### About this task
If a line in the data contains "SAXON", copy it out.

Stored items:
_ _ _ _ _

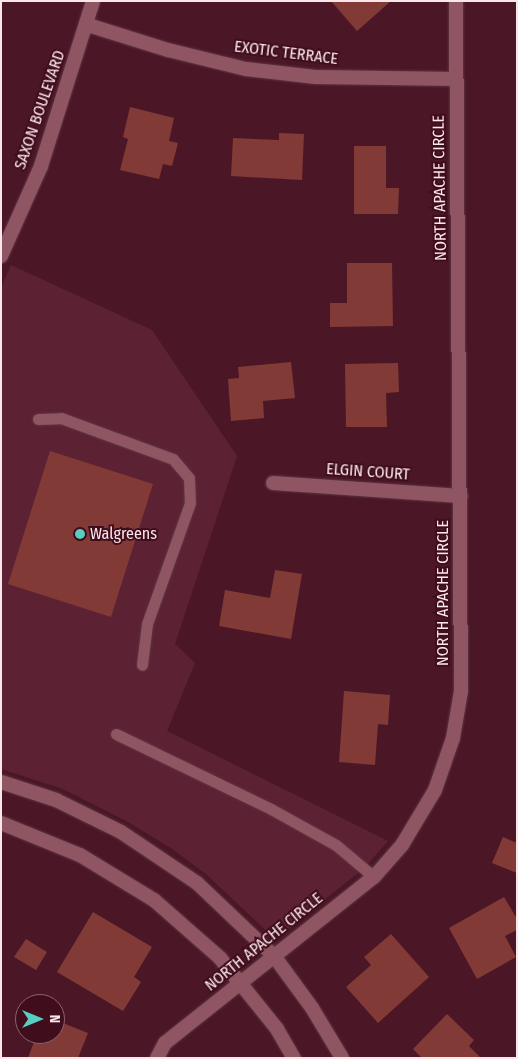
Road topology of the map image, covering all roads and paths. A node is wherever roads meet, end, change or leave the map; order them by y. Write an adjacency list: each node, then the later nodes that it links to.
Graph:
1 (93, 1): 3 (street, SAXON BOULEVARD)
2 (456, 1): 4 (street, NORTH APACHE CIRCLE)
3 (88, 25): 4 (street, EXOTIC TERRACE); 5 (street, SAXON BOULEVARD)
4 (456, 79): 8 (street, NORTH APACHE CIRCLE)
5 (1, 256)
6 (38, 419): 9 (lane)
7 (273, 483): 8 (street, ELGIN COURT)
8 (461, 496): 13 (street, NORTH APACHE CIRCLE)
9 (142, 665)
10 (116, 734): 13 (lane)
11 (1, 782): 14 (street)
12 (1, 823): 15 (street)
13 (374, 876): 14 (street, NORTH APACHE CIRCLE)
14 (274, 956): 15 (street, NORTH APACHE CIRCLE); 18 (street)
15 (240, 984): 16 (street, NORTH APACHE CIRCLE); 17 (street)
16 (157, 1058)
17 (294, 1058)
18 (342, 1058)

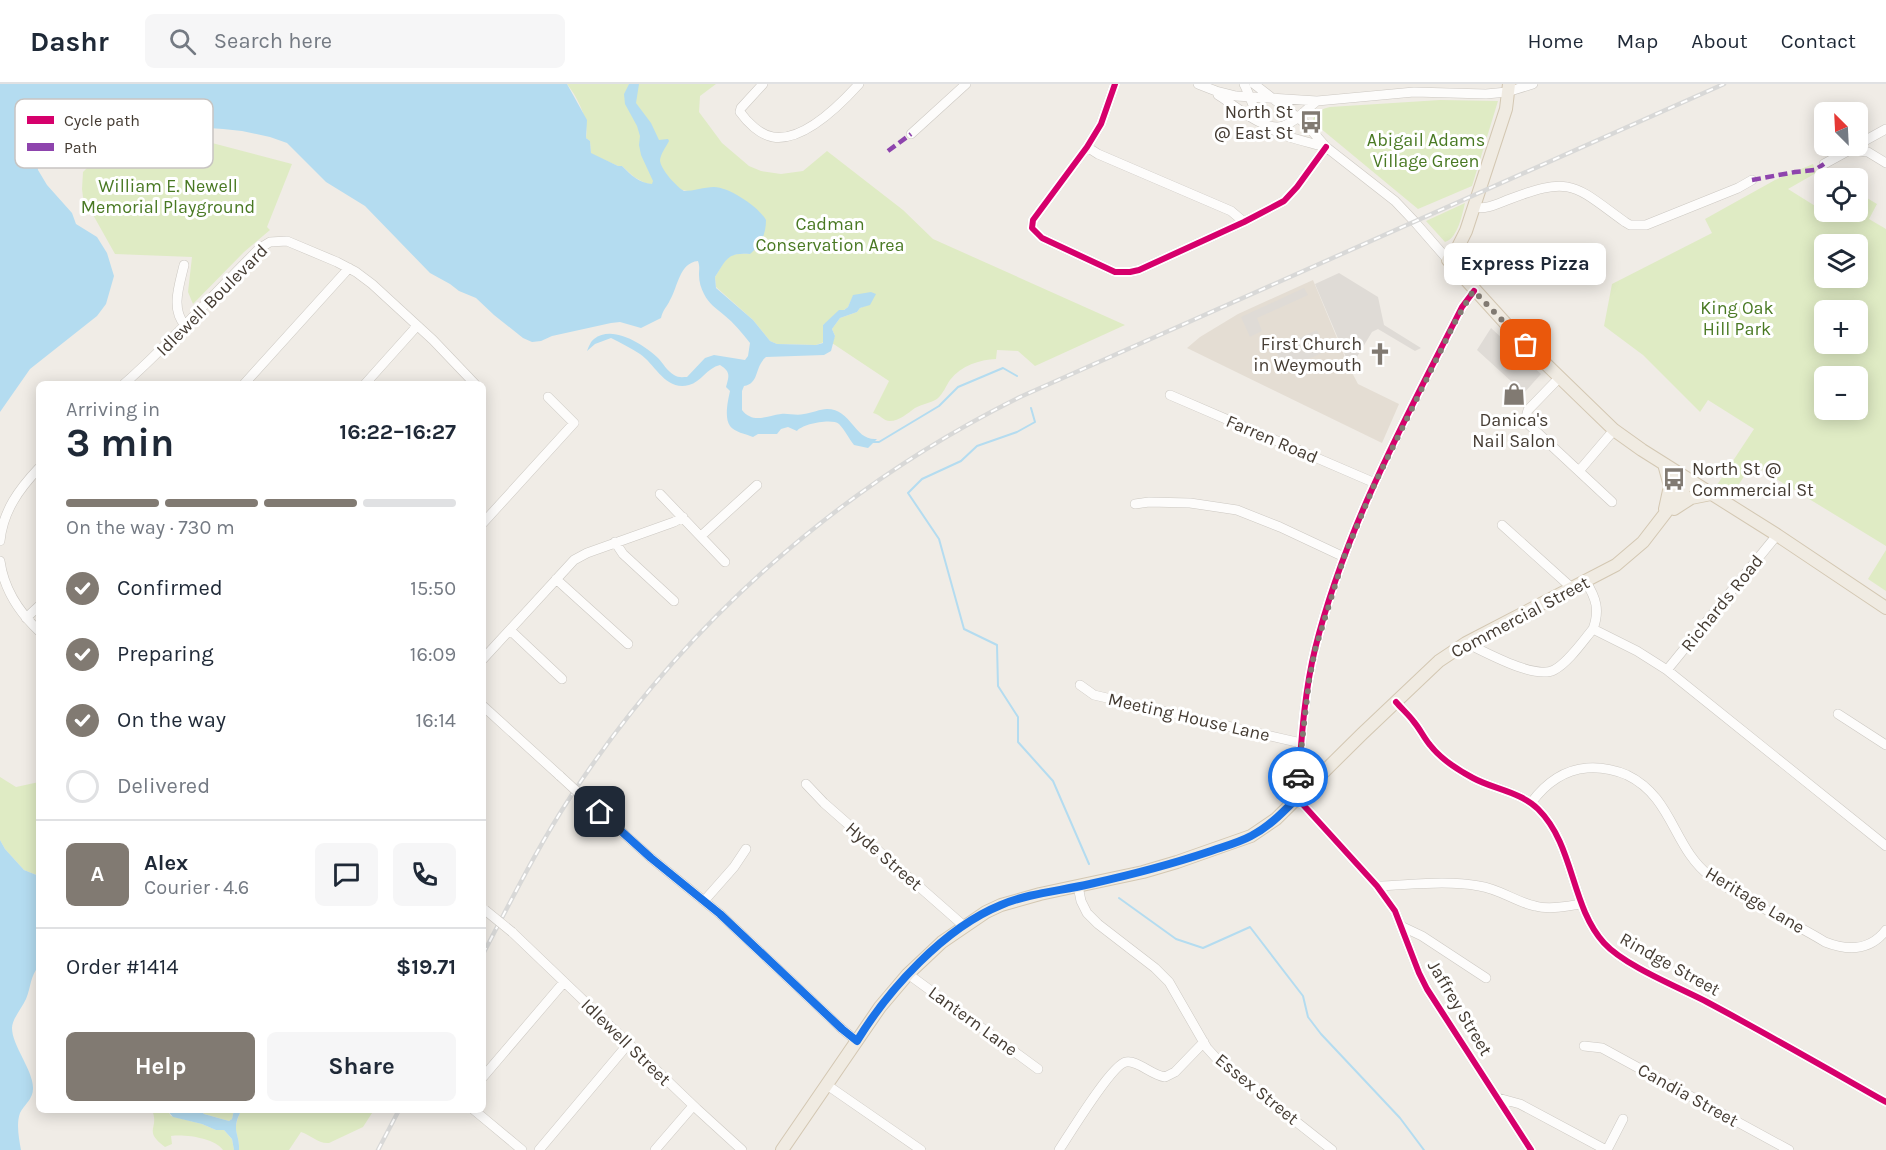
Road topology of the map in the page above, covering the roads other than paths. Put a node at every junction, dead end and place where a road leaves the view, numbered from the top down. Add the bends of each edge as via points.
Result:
1 (763, 84) edge
2 (859, 84) edge
3 (966, 84) edge
4 (1115, 84) edge
5 (1198, 84) edge
6 (1244, 84) edge
7 (1254, 84) edge
8 (1533, 84) edge
9 (1414, 88) edge
10 (1508, 88) edge
11 (1208, 89) junction
12 (1251, 97) junction
13 (1271, 97) junction
14 (1317, 101) junction
15 (1297, 117) junction
16 (1267, 126) junction
17 (1886, 129) edge
18 (911, 134) dead end
19 (1868, 139) edge
20 (1087, 147) junction
21 (1326, 147) junction
22 (1868, 152) edge
23 (1838, 156) edge
24 (1886, 163) edge
25 (1824, 164) dead end
26 (1752, 180) dead end
27 (1474, 207) junction
28 (1244, 222) junction
29 (1448, 260) junction
30 (184, 265) dead end
31 (349, 268) junction
32 (1474, 291) junction
33 (184, 325) junction
34 (417, 326) junction
35 (1560, 377) junction
36 (127, 381) edge
37 (247, 381) edge
38 (368, 381) edge
39 (471, 381) edge
40 (1170, 395) dead end
41 (548, 397) dead end
42 (1614, 430) junction
43 (1664, 464) junction
44 (36, 471) edge
45 (1579, 471) junction
46 (1692, 482) junction
47 (1375, 483) junction
48 (757, 484) dead end
49 (660, 494) dead end
50 (1711, 494) junction
51 (1612, 502) dead end
52 (1135, 504) dead end
53 (1665, 513) junction
54 (682, 517) junction
55 (486, 520) edge
56 (1502, 525) dead end
57 (1777, 535) junction
58 (701, 536) junction
59 (0, 541) edge
60 (615, 542) junction
61 (1344, 557) junction
62 (0, 561) edge
63 (724, 562) dead end
64 (556, 579) junction
65 (1586, 582) junction
66 (1573, 589) junction
67 (674, 601) dead end
68 (1886, 608) edge
69 (36, 609) edge
70 (26, 618) junction
71 (36, 628) edge
72 (1593, 629) junction
73 (510, 630) junction
74 (1466, 643) junction
75 (628, 644) dead end
76 (486, 656) edge
77 (1666, 670) junction
78 (562, 679) dead end
79 (1080, 685) dead end
80 (1396, 702) junction
81 (486, 709) edge
82 (1838, 714) dead end
83 (1301, 743) junction
84 (1886, 745) edge
85 (806, 784) dead end
86 (1297, 798) junction
87 (1531, 803) junction
88 (1886, 846) edge
89 (746, 849) dead end
90 (1078, 886) junction
91 (1377, 886) junction
92 (704, 900) junction
93 (1581, 904) junction
94 (486, 911) edge
95 (964, 926) junction
96 (1403, 927) junction
97 (1886, 930) edge
98 (908, 974) junction
99 (1486, 978) dead end
100 (564, 982) junction
101 (857, 1041) junction
102 (1204, 1042) junction
103 (629, 1043) junction
104 (1584, 1046) dead end
105 (1038, 1069) dead end
106 (486, 1073) edge
107 (827, 1085) junction
108 (1498, 1098) junction
109 (1886, 1102) edge
110 (693, 1106) junction
111 (478, 1113) edge
112 (1623, 1119) dead end
113 (522, 1150) edge
114 (539, 1150) edge
115 (655, 1150) edge
116 (742, 1150) edge
117 (782, 1150) edge
118 (921, 1150) edge
119 (1059, 1150) edge
120 (1332, 1150) edge
121 (1531, 1150) edge
122 (1606, 1150) edge
123 (1789, 1150) edge

1 - 2 street via 740,112 753,126 775,138 794,135 811,126
3 - 18 street
4 - 20 street via 1101,124
5 - 11 street
6 - 12 street
7 - 13 street
8 - 10 street
9 - 10 street via 1486,94
9 - 14 street
10 - 27 main road via 1506,109
11 - 12 street
11 - 16 street
12 - 13 street
12 - 16 street via 1258,116
13 - 14 street
13 - 15 street
14 - 15 street
15 - 16 street via 1281,127
15 - 21 street
16 - 21 street
17 - 19 street
20 - 28 street via 1231,211
20 - 28 street via 1033,220 1032,228 1042,238 1115,272 1130,272
21 - 28 street via 1284,201
21 - 29 street via 1401,207
22 - 24 street
23 - 25 street
26 - 27 street via 1646,225 1630,225 1586,193 1568,187 1544,188 1488,207
27 - 29 main road via 1464,237
29 - 32 main road
30 - 33 street via 177,302
31 - 33 street, Idlewell Boulevard via 292,243 270,242
31 - 34 street, Idlewell Boulevard
31 - 37 street
32 - 35 main road
32 - 47 street via 1462,307
33 - 36 street, Idlewell Boulevard
34 - 38 street
34 - 39 street, Idlewell Boulevard
35 - 42 main road
35 - 45 street via 1528,410 1524,420
40 - 47 street, Farren Road
41 - 55 street via 574,423
42 - 43 main road
42 - 45 street
43 - 46 main road
43 - 53 main road via 1670,486
44 - 59 street via 13,501
45 - 51 street
46 - 50 main road
46 - 53 main road, Commercial Street
47 - 61 street
48 - 58 street
49 - 54 street
50 - 53 main road via 1691,498
50 - 57 main road
52 - 61 street via 1190,503 1237,510
53 - 65 main road, Commercial Street via 1643,542 1616,565
54 - 58 street
54 - 60 street
56 - 66 street
57 - 68 main road
57 - 77 street, Richards Road
58 - 63 street
60 - 64 street via 578,557
60 - 67 street
61 - 83 street via 1315,650
62 - 70 street via 9,593
64 - 73 street
64 - 75 street
65 - 66 main road, Commercial Street
65 - 72 street via 1598,607
66 - 74 main road, Commercial Street
69 - 70 street
70 - 71 street
72 - 74 street via 1557,669 1548,673 1525,668
72 - 77 street
73 - 76 street
73 - 78 street
74 - 80 main road, Commercial Street via 1439,661
77 - 88 street
79 - 83 street, Meeting House Lane via 1094,695
80 - 86 main road, Commercial Street
80 - 87 street, Rindge Street via 1443,758 1473,778
81 - 92 street, bridge via 651,858
82 - 84 street
83 - 86 street
85 - 95 street, Hyde Street
86 - 90 main road, Commercial Street via 1251,836 1143,872
86 - 91 street, Jaffrey Street
87 - 93 street, Rindge Street via 1558,837
87 - 97 street, Heritage Lane via 1548,784 1571,771 1589,768 1620,772 1655,796 1691,855 1711,877 1840,948 1870,944
89 - 92 street
90 - 95 main road, Commercial Street via 1002,904
90 - 102 street, Essex Street via 1087,913 1169,982
91 - 93 street via 1456,883 1500,891 1534,906
91 - 96 street, Jaffrey Street
92 - 101 street
93 - 109 street, Rindge Street via 1599,936 1617,955
94 - 100 street, Idlewell Street, bridge
95 - 98 main road, Commercial Street
96 - 99 street
96 - 108 street, Jaffrey Street via 1419,973
98 - 101 main road, Commercial Street
98 - 105 street, Lantern Lane
100 - 103 street, Idlewell Street
100 - 106 street
101 - 107 main road, Commercial Street
102 - 119 street via 1165,1077 1132,1062 1120,1064
102 - 120 street, Essex Street via 1224,1065
103 - 110 street, Idlewell Street
103 - 114 street
104 - 123 street, Candia Street via 1602,1048
107 - 117 main road, Commercial Street
107 - 118 street
108 - 121 street, Jaffrey Street
108 - 122 street via 1520,1104
110 - 115 street
110 - 116 street, Idlewell Street
111 - 113 street
112 - 122 street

_ _ _ _ _

### Solution to this exercise
1 (93, 1): 3 (street, SAXON BOULEVARD)
3 (88, 25): 4 (street, EXOTIC TERRACE); 5 (street, SAXON BOULEVARD)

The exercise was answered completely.